─── Data extract ───

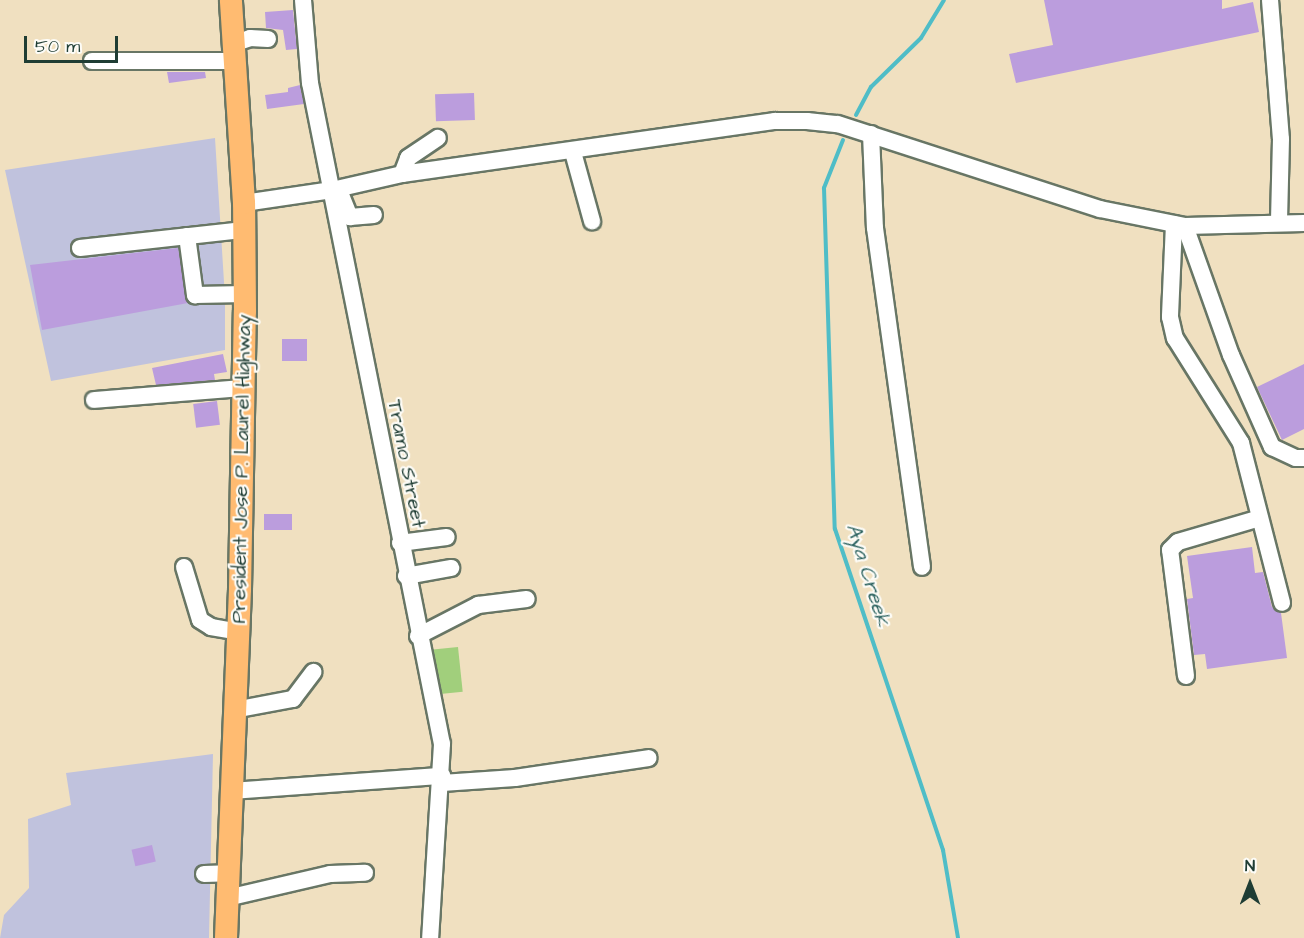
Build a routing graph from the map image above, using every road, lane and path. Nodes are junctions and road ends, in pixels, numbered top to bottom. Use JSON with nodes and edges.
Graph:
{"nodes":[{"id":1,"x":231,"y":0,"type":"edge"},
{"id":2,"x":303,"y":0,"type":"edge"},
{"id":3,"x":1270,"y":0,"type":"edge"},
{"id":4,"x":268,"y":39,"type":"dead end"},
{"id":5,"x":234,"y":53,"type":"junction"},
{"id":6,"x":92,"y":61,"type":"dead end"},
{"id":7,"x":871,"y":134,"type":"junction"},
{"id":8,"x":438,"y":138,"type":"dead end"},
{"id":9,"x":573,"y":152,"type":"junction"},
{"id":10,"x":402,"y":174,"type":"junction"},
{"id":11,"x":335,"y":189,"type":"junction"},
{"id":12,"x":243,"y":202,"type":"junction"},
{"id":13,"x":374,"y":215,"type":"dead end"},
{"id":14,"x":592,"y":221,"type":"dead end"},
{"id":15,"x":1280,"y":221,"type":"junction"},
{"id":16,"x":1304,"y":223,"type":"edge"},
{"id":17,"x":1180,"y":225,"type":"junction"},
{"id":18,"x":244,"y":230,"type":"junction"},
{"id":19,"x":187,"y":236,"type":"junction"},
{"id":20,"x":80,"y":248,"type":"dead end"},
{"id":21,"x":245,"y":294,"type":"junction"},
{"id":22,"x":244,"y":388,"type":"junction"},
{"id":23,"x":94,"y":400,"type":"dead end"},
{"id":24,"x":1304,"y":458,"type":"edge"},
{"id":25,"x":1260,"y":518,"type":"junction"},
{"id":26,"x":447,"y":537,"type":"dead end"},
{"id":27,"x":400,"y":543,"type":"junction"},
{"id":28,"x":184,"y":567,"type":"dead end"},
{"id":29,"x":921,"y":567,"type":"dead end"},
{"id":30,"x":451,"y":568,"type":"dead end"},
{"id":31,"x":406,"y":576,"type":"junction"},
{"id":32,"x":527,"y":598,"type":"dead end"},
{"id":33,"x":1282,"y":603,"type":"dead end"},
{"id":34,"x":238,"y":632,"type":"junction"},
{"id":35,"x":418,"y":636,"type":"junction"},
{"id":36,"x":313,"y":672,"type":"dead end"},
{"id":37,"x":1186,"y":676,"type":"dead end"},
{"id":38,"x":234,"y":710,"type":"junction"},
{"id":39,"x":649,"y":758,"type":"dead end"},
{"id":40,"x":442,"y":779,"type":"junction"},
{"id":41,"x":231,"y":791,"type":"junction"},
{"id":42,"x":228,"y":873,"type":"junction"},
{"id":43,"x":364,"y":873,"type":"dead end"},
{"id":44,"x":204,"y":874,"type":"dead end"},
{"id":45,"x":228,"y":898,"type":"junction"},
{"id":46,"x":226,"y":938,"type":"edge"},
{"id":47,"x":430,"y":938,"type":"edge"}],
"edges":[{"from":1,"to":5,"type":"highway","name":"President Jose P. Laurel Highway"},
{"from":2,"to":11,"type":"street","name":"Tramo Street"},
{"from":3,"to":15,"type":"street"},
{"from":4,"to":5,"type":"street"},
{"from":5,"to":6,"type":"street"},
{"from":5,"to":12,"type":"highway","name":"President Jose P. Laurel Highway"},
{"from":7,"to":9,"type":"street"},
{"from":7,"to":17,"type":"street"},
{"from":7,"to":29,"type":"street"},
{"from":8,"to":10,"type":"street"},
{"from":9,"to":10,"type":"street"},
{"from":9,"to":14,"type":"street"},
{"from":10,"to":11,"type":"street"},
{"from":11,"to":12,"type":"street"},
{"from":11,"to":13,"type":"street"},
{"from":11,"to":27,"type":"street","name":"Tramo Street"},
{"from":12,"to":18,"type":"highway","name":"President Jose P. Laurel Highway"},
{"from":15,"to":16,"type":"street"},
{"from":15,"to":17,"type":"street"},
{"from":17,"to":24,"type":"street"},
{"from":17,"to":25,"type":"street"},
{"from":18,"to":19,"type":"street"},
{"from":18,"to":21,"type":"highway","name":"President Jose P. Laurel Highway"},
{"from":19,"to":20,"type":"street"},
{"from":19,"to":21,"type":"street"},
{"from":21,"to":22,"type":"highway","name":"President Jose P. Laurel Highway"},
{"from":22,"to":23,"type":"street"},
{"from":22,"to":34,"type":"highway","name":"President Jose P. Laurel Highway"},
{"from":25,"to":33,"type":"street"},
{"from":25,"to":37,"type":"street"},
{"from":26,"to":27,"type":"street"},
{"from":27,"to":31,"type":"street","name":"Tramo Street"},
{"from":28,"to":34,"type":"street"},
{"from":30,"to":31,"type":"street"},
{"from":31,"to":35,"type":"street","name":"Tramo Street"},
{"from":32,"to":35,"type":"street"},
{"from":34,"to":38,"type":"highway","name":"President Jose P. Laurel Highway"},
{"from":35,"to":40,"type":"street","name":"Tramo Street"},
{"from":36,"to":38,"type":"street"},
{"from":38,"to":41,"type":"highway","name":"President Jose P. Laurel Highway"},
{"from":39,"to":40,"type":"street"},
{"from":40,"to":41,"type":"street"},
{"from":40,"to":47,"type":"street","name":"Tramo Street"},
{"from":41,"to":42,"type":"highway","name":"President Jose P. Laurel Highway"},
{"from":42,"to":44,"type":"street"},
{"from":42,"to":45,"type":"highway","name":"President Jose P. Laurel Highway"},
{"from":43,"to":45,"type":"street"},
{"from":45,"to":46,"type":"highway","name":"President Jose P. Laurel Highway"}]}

───

▶ **Task statement**:
The records need to be restated word for word, minus any images.

▶ **Task response**:
Build a routing graph from the map image above, using every road, lane and path. Nodes are junctions and road ends, in pixels, numbered top to bottom. Use JSON with nodes and edges.
Graph:
{"nodes":[{"id":1,"x":231,"y":0,"type":"edge"},
{"id":2,"x":303,"y":0,"type":"edge"},
{"id":3,"x":1270,"y":0,"type":"edge"},
{"id":4,"x":268,"y":39,"type":"dead end"},
{"id":5,"x":234,"y":53,"type":"junction"},
{"id":6,"x":92,"y":61,"type":"dead end"},
{"id":7,"x":871,"y":134,"type":"junction"},
{"id":8,"x":438,"y":138,"type":"dead end"},
{"id":9,"x":573,"y":152,"type":"junction"},
{"id":10,"x":402,"y":174,"type":"junction"},
{"id":11,"x":335,"y":189,"type":"junction"},
{"id":12,"x":243,"y":202,"type":"junction"},
{"id":13,"x":374,"y":215,"type":"dead end"},
{"id":14,"x":592,"y":221,"type":"dead end"},
{"id":15,"x":1280,"y":221,"type":"junction"},
{"id":16,"x":1304,"y":223,"type":"edge"},
{"id":17,"x":1180,"y":225,"type":"junction"},
{"id":18,"x":244,"y":230,"type":"junction"},
{"id":19,"x":187,"y":236,"type":"junction"},
{"id":20,"x":80,"y":248,"type":"dead end"},
{"id":21,"x":245,"y":294,"type":"junction"},
{"id":22,"x":244,"y":388,"type":"junction"},
{"id":23,"x":94,"y":400,"type":"dead end"},
{"id":24,"x":1304,"y":458,"type":"edge"},
{"id":25,"x":1260,"y":518,"type":"junction"},
{"id":26,"x":447,"y":537,"type":"dead end"},
{"id":27,"x":400,"y":543,"type":"junction"},
{"id":28,"x":184,"y":567,"type":"dead end"},
{"id":29,"x":921,"y":567,"type":"dead end"},
{"id":30,"x":451,"y":568,"type":"dead end"},
{"id":31,"x":406,"y":576,"type":"junction"},
{"id":32,"x":527,"y":598,"type":"dead end"},
{"id":33,"x":1282,"y":603,"type":"dead end"},
{"id":34,"x":238,"y":632,"type":"junction"},
{"id":35,"x":418,"y":636,"type":"junction"},
{"id":36,"x":313,"y":672,"type":"dead end"},
{"id":37,"x":1186,"y":676,"type":"dead end"},
{"id":38,"x":234,"y":710,"type":"junction"},
{"id":39,"x":649,"y":758,"type":"dead end"},
{"id":40,"x":442,"y":779,"type":"junction"},
{"id":41,"x":231,"y":791,"type":"junction"},
{"id":42,"x":228,"y":873,"type":"junction"},
{"id":43,"x":364,"y":873,"type":"dead end"},
{"id":44,"x":204,"y":874,"type":"dead end"},
{"id":45,"x":228,"y":898,"type":"junction"},
{"id":46,"x":226,"y":938,"type":"edge"},
{"id":47,"x":430,"y":938,"type":"edge"}],
"edges":[{"from":1,"to":5,"type":"highway","name":"President Jose P. Laurel Highway"},
{"from":2,"to":11,"type":"street","name":"Tramo Street"},
{"from":3,"to":15,"type":"street"},
{"from":4,"to":5,"type":"street"},
{"from":5,"to":6,"type":"street"},
{"from":5,"to":12,"type":"highway","name":"President Jose P. Laurel Highway"},
{"from":7,"to":9,"type":"street"},
{"from":7,"to":17,"type":"street"},
{"from":7,"to":29,"type":"street"},
{"from":8,"to":10,"type":"street"},
{"from":9,"to":10,"type":"street"},
{"from":9,"to":14,"type":"street"},
{"from":10,"to":11,"type":"street"},
{"from":11,"to":12,"type":"street"},
{"from":11,"to":13,"type":"street"},
{"from":11,"to":27,"type":"street","name":"Tramo Street"},
{"from":12,"to":18,"type":"highway","name":"President Jose P. Laurel Highway"},
{"from":15,"to":16,"type":"street"},
{"from":15,"to":17,"type":"street"},
{"from":17,"to":24,"type":"street"},
{"from":17,"to":25,"type":"street"},
{"from":18,"to":19,"type":"street"},
{"from":18,"to":21,"type":"highway","name":"President Jose P. Laurel Highway"},
{"from":19,"to":20,"type":"street"},
{"from":19,"to":21,"type":"street"},
{"from":21,"to":22,"type":"highway","name":"President Jose P. Laurel Highway"},
{"from":22,"to":23,"type":"street"},
{"from":22,"to":34,"type":"highway","name":"President Jose P. Laurel Highway"},
{"from":25,"to":33,"type":"street"},
{"from":25,"to":37,"type":"street"},
{"from":26,"to":27,"type":"street"},
{"from":27,"to":31,"type":"street","name":"Tramo Street"},
{"from":28,"to":34,"type":"street"},
{"from":30,"to":31,"type":"street"},
{"from":31,"to":35,"type":"street","name":"Tramo Street"},
{"from":32,"to":35,"type":"street"},
{"from":34,"to":38,"type":"highway","name":"President Jose P. Laurel Highway"},
{"from":35,"to":40,"type":"street","name":"Tramo Street"},
{"from":36,"to":38,"type":"street"},
{"from":38,"to":41,"type":"highway","name":"President Jose P. Laurel Highway"},
{"from":39,"to":40,"type":"street"},
{"from":40,"to":41,"type":"street"},
{"from":40,"to":47,"type":"street","name":"Tramo Street"},
{"from":41,"to":42,"type":"highway","name":"President Jose P. Laurel Highway"},
{"from":42,"to":44,"type":"street"},
{"from":42,"to":45,"type":"highway","name":"President Jose P. Laurel Highway"},
{"from":43,"to":45,"type":"street"},
{"from":45,"to":46,"type":"highway","name":"President Jose P. Laurel Highway"}]}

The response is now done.